采用实时荧光PCR技术，针对梭菌特异性基因设计引物和探针。PCR扩增过程中，与模板结合的探针被Taq酶分解产生荧光信号，荧光定量PCR仪根据检测到的荧光信号绘制出实时扩增曲线，从而实现梭菌在核酸水平上的菌种鉴定。本产品可以鉴定丁酸梭菌、产气荚膜梭菌、新生儿梭菌、艰难梭菌、生孢梭菌、肉毒梭菌、巴氏梭菌等菌株，同时可以鉴定肉毒梭菌的产毒基因，即bont/A、bont/B、bont/E和bont/F的基因。

1、核酸提取        

加热法：刮取至少10个菌落，悬浮于100μL的无菌水中，漩涡震荡10s（如果菌落未能均匀分散，可适当延长震荡时间），95℃或沸水浴5min，冷却至室温，12000rpm离心5min，吸取上清。

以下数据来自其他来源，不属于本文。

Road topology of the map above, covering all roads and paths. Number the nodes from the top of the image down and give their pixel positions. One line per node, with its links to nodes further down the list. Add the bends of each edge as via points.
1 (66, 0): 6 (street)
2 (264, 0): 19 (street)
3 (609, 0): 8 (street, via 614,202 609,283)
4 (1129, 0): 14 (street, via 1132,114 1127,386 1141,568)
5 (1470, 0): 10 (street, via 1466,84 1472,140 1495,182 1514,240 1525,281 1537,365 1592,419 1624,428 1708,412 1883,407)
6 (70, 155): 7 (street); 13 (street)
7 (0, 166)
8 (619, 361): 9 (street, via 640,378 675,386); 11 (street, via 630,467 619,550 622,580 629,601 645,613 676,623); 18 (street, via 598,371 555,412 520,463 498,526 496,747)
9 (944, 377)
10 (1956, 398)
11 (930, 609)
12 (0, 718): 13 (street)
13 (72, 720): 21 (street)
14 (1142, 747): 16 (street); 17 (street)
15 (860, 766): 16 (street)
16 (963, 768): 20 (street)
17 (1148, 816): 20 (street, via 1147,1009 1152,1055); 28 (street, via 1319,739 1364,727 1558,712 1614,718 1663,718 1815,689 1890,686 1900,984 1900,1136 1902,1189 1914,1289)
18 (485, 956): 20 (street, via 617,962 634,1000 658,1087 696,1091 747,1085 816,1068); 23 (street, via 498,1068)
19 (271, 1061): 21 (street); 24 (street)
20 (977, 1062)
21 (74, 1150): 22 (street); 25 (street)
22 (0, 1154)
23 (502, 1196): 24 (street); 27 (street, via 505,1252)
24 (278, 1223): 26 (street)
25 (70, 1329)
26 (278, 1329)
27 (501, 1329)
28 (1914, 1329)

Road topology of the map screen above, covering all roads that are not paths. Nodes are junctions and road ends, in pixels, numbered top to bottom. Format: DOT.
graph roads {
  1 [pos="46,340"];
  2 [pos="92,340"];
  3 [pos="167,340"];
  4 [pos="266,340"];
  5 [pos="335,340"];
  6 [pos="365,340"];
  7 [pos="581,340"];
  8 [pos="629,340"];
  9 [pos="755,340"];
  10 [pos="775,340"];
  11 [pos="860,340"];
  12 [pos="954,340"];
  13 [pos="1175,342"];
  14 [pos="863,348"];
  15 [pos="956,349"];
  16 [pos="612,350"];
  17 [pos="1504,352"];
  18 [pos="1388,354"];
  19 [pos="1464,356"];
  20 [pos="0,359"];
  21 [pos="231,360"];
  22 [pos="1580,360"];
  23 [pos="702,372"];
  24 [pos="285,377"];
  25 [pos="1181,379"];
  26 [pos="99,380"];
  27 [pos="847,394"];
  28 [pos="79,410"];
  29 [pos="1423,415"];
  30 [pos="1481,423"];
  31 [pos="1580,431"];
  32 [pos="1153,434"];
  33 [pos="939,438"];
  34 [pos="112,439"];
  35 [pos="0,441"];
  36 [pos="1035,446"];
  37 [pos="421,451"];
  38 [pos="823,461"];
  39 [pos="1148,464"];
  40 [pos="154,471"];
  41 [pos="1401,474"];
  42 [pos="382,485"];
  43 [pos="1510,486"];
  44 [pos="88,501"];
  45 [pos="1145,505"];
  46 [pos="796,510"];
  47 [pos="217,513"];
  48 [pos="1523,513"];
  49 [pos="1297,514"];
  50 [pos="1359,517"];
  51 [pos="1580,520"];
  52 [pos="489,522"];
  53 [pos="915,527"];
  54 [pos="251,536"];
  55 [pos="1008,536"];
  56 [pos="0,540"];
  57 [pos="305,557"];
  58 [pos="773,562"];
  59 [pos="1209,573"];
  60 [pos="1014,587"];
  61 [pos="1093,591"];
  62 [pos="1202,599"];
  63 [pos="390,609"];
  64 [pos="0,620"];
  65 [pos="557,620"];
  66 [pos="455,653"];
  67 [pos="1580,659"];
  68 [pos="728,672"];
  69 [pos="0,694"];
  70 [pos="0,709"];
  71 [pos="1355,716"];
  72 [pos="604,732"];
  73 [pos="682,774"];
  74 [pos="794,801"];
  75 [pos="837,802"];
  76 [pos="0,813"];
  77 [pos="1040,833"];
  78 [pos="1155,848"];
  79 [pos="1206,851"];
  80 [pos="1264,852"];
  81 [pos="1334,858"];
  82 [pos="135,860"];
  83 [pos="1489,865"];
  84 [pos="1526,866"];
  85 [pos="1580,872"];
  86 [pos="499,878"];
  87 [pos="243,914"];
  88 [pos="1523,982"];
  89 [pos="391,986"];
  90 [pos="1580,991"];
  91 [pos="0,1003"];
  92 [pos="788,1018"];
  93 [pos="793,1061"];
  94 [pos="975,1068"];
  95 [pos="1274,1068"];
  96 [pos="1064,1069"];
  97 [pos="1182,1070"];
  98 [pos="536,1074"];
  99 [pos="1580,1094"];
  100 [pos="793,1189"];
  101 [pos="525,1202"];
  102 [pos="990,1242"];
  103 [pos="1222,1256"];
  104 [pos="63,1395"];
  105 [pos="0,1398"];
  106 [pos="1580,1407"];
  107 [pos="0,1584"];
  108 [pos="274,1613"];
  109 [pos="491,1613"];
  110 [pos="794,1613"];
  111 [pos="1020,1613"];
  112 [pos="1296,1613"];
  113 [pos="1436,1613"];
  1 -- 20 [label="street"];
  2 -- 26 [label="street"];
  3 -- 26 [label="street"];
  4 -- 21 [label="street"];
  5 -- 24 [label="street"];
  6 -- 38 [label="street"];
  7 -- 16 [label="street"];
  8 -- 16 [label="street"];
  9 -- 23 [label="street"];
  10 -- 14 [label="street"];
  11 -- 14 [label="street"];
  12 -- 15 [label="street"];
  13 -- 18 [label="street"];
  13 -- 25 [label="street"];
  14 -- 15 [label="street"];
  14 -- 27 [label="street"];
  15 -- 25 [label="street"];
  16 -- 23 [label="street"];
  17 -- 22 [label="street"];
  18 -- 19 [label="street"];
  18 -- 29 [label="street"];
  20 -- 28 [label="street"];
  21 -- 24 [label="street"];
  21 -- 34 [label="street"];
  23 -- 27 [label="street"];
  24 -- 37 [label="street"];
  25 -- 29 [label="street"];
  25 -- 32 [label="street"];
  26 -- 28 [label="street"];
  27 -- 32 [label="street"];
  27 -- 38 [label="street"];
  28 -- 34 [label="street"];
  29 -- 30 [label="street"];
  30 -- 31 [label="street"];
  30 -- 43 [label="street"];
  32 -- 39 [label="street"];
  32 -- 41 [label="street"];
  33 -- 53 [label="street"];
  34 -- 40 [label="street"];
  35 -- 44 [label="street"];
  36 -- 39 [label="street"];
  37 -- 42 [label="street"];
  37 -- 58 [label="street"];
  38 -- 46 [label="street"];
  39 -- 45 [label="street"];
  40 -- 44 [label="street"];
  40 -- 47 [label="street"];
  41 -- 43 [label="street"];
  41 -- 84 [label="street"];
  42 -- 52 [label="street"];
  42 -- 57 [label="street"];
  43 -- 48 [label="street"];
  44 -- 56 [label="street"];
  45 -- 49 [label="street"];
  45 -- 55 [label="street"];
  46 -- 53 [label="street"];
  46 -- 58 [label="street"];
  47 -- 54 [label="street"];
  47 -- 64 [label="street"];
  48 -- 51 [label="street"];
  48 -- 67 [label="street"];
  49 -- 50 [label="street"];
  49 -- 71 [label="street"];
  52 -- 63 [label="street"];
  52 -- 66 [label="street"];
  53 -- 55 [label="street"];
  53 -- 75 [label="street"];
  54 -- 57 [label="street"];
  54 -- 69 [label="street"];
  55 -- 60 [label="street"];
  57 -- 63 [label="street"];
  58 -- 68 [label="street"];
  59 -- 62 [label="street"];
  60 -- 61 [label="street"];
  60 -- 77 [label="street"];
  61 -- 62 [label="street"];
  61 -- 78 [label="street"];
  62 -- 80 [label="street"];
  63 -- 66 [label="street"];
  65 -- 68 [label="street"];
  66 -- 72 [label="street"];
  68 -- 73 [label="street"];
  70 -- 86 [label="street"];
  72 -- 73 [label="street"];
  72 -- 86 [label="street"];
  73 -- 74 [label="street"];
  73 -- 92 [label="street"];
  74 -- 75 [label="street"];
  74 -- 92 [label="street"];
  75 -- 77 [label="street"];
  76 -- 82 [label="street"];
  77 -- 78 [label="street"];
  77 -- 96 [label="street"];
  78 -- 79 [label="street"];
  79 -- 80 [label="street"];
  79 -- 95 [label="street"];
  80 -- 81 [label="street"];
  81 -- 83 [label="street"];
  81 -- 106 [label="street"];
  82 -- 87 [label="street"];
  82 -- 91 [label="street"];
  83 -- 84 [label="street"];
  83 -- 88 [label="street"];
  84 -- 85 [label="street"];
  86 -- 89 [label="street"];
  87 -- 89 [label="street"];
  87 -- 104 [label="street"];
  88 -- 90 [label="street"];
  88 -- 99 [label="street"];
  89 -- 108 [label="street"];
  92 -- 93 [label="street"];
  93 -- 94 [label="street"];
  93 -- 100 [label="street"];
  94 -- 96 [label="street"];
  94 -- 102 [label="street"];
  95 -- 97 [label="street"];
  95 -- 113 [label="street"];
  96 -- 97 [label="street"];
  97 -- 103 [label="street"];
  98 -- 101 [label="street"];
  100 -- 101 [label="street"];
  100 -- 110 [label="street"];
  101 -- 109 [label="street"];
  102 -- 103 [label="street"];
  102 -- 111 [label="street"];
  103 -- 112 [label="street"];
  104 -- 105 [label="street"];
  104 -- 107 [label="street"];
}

试剂盒法：可使用商品化的试剂盒提取细菌的基因组DNA。

2、反应体系配置

从试剂盒中取出预混液，充分融化，涡旋后短暂离心，取20μL置于PCR管或PCR板中，然后将模板各取5μL分别加入PCR管或PCR板中（每种模板要使用四种预混液），盖好管盖或板膜，短暂离心，立即进行PCR扩增反应。

3、PCR扩增       

PCR管或PCR板置于PCR仪上，推荐反应程序设定如下：反应体系为25μL，在第二步每个循环60℃时检测荧光信号，检测通道选择FAM、HEX（VIC）、CY5。

注：使用ABI系列PCR仪器，如果不添加ROX，“passive reference”和 “quencher”均选择“none”。